> _Work instructions_
Pictures in the data should be dropped; transcribe exactly the lines from the one that has "Please mark all" through the one that has "Annotate the picture: name".

Collected data entries
———
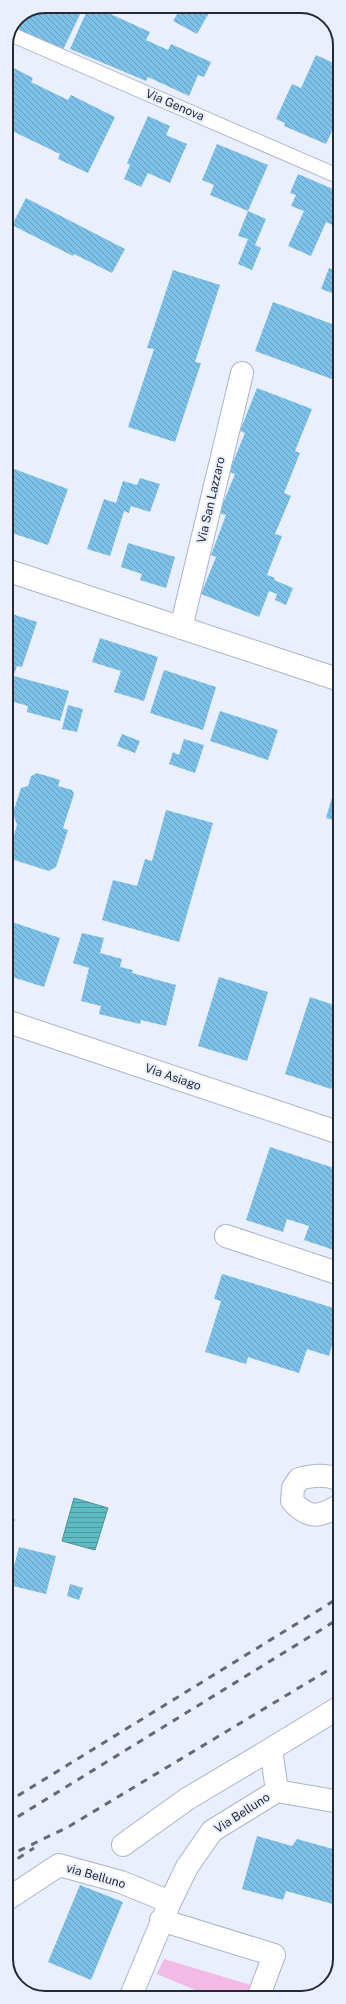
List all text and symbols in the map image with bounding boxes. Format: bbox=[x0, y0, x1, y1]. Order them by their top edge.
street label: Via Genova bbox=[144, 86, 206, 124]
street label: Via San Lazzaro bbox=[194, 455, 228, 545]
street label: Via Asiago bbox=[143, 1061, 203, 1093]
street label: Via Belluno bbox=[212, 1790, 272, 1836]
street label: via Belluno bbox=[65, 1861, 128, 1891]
———
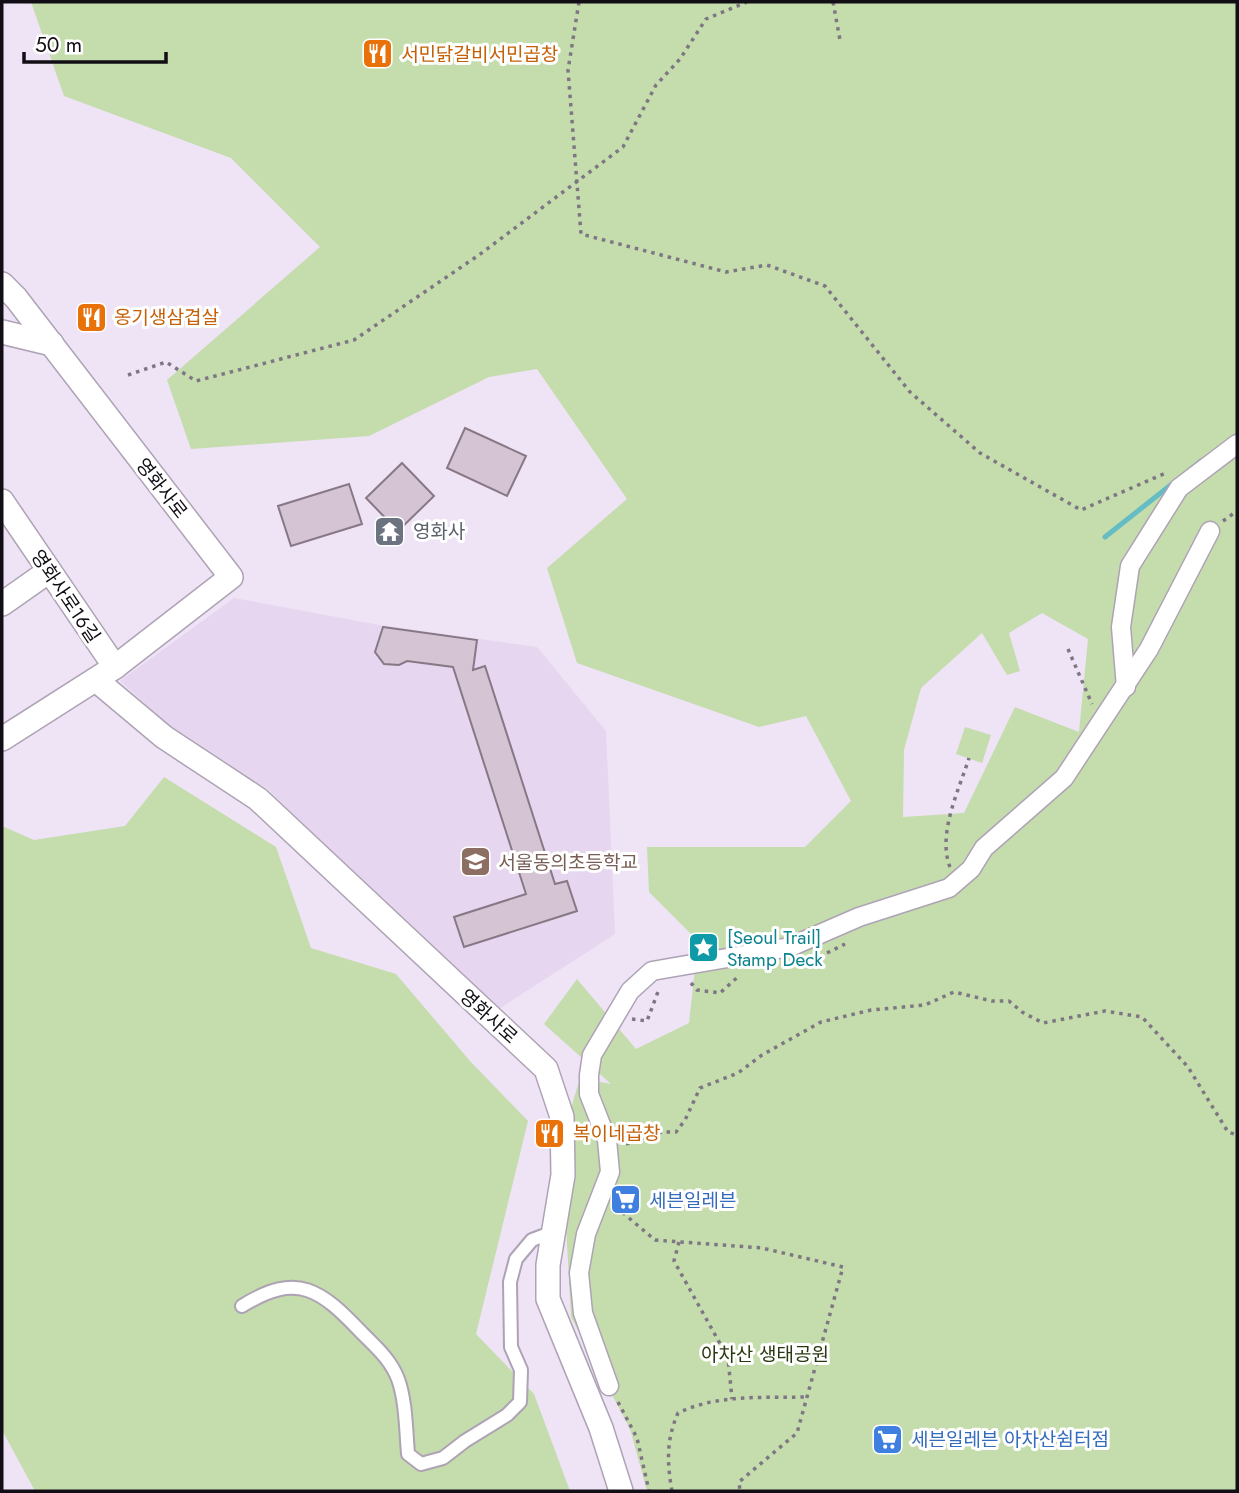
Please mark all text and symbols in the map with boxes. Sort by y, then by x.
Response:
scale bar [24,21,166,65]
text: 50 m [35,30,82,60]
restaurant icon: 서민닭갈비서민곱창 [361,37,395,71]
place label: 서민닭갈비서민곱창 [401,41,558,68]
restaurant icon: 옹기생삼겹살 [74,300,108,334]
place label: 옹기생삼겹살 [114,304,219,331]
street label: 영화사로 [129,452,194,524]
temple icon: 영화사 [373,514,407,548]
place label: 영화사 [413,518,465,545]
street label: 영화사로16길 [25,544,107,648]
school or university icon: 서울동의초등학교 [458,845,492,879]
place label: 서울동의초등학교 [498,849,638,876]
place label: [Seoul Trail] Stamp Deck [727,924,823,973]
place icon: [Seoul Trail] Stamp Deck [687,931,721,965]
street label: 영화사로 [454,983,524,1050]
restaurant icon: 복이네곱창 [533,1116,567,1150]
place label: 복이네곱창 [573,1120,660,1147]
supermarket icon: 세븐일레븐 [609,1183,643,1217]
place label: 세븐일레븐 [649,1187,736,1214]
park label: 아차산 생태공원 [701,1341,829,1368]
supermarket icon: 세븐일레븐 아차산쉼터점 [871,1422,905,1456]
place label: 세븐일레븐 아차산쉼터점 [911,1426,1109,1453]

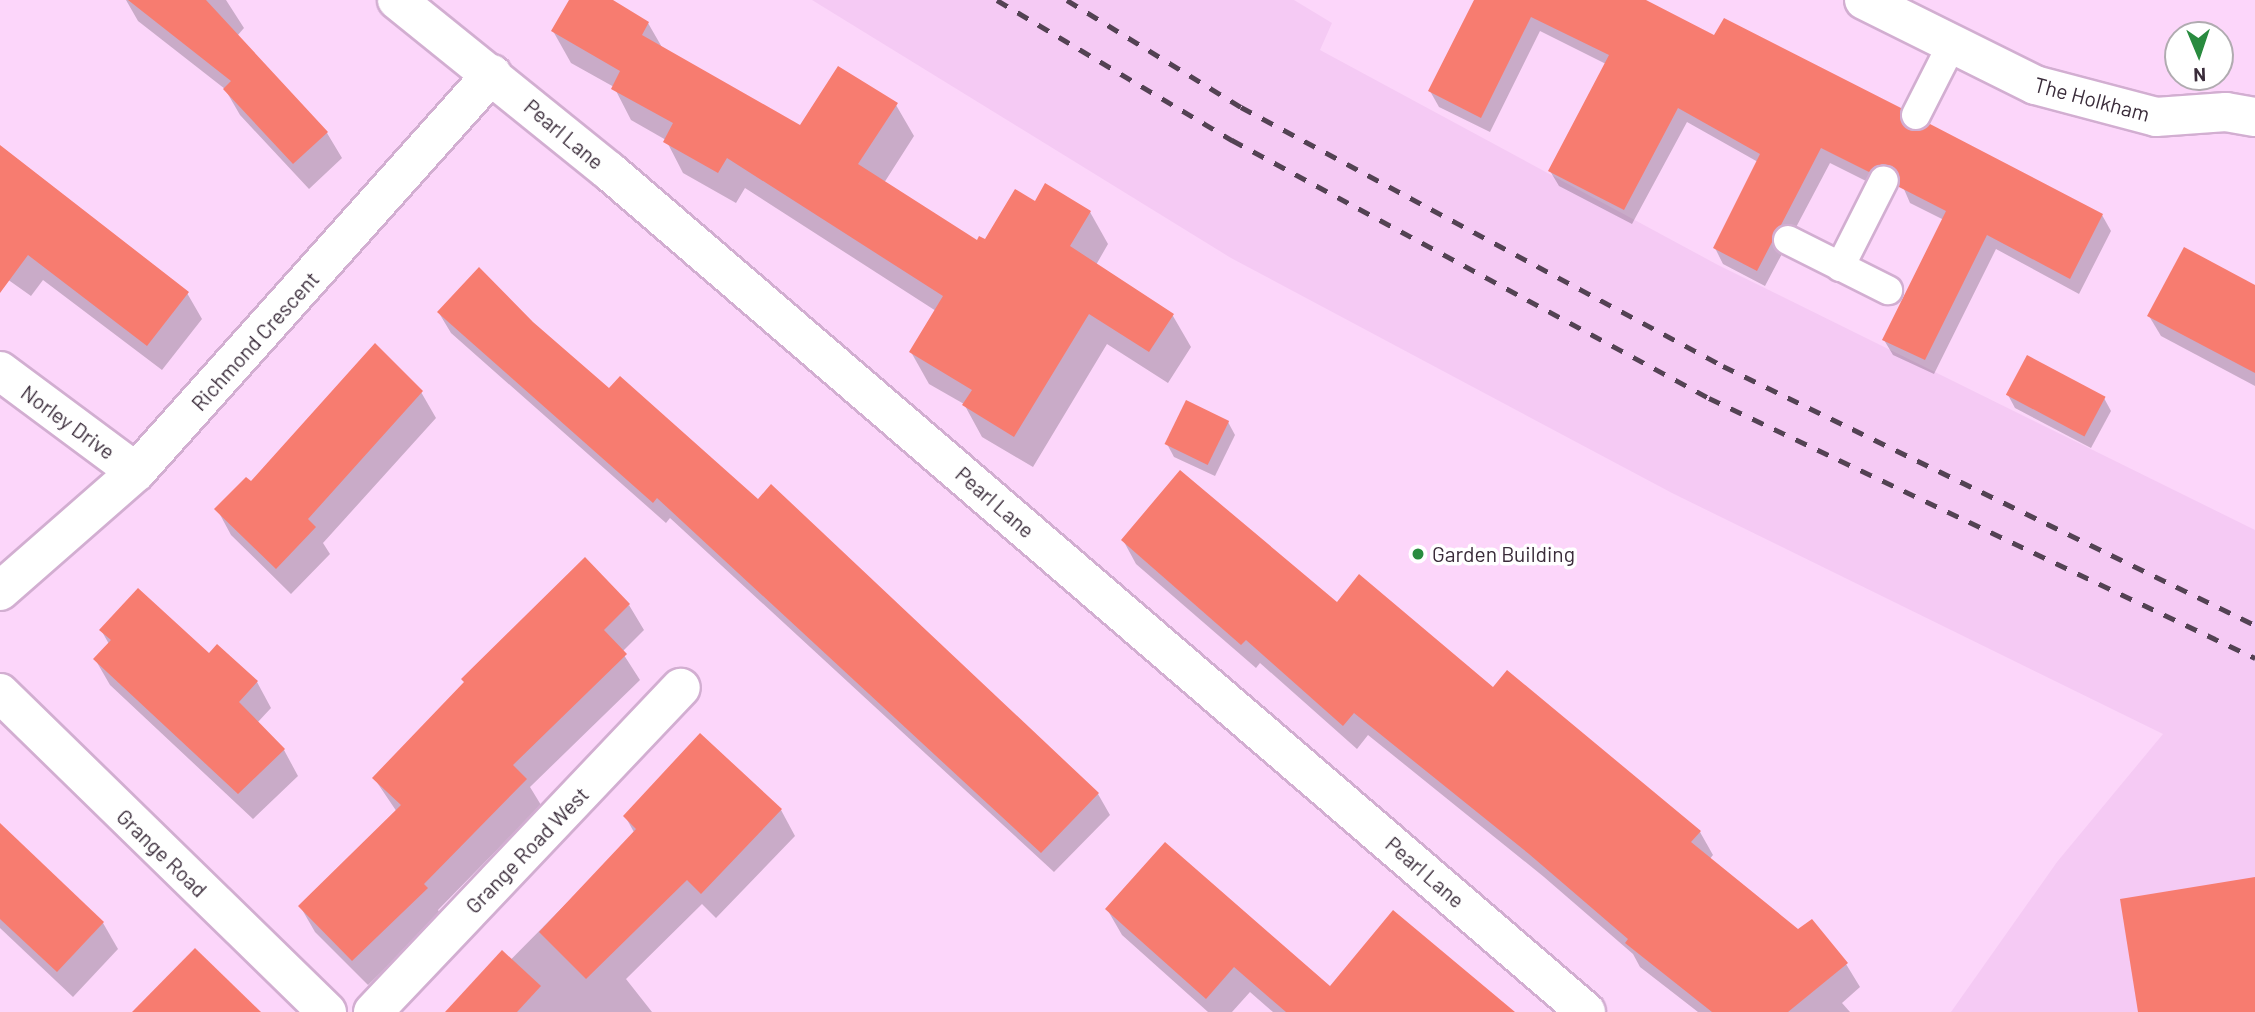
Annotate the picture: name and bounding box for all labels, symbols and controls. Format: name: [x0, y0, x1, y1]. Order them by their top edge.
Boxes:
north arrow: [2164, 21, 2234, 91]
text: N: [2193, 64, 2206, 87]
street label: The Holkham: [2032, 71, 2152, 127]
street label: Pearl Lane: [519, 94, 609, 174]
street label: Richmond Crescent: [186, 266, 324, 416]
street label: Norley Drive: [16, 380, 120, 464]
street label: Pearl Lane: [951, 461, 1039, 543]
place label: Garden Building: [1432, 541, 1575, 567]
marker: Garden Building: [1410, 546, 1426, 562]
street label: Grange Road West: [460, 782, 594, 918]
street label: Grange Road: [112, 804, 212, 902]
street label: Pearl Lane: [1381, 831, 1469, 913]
———
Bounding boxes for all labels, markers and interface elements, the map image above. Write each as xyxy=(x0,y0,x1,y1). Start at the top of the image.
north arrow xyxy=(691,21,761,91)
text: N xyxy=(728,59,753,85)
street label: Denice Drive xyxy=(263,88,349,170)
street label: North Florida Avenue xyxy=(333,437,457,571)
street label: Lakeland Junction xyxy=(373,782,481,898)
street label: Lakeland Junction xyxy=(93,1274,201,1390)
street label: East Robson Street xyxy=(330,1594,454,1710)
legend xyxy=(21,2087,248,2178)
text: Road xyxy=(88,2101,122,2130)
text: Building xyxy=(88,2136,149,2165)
———
> _Task response_
Please mark all text and symbols in the map with boxes. Sort by y, then by x.
Response:
scale bar [24,21,166,65]
text: 50 m [35,30,82,60]
restaurant icon: 서민닭갈비서민곱창 [361,37,395,71]
place label: 서민닭갈비서민곱창 [401,41,558,68]
restaurant icon: 옹기생삼겹살 [74,300,108,334]
place label: 옹기생삼겹살 [114,304,219,331]
street label: 영화사로 [129,452,194,524]
temple icon: 영화사 [373,514,407,548]
place label: 영화사 [413,518,465,545]
street label: 영화사로16길 [25,544,107,648]
school or university icon: 서울동의초등학교 [458,845,492,879]
place label: 서울동의초등학교 [498,849,638,876]
place label: [Seoul Trail] Stamp Deck [727,924,823,973]
place icon: [Seoul Trail] Stamp Deck [687,931,721,965]
street label: 영화사로 [454,983,524,1050]
restaurant icon: 복이네곱창 [533,1116,567,1150]
place label: 복이네곱창 [573,1120,660,1147]
supermarket icon: 세븐일레븐 [609,1183,643,1217]
place label: 세븐일레븐 [649,1187,736,1214]
park label: 아차산 생태공원 [701,1341,829,1368]
supermarket icon: 세븐일레븐 아차산쉼터점 [871,1422,905,1456]
place label: 세븐일레븐 아차산쉼터점 [911,1426,1109,1453]

Annotate the picture: name and bounding box for all labels, symbols and controls. Format: name: [x0, y0, x1, y1]. Order them by their top edge.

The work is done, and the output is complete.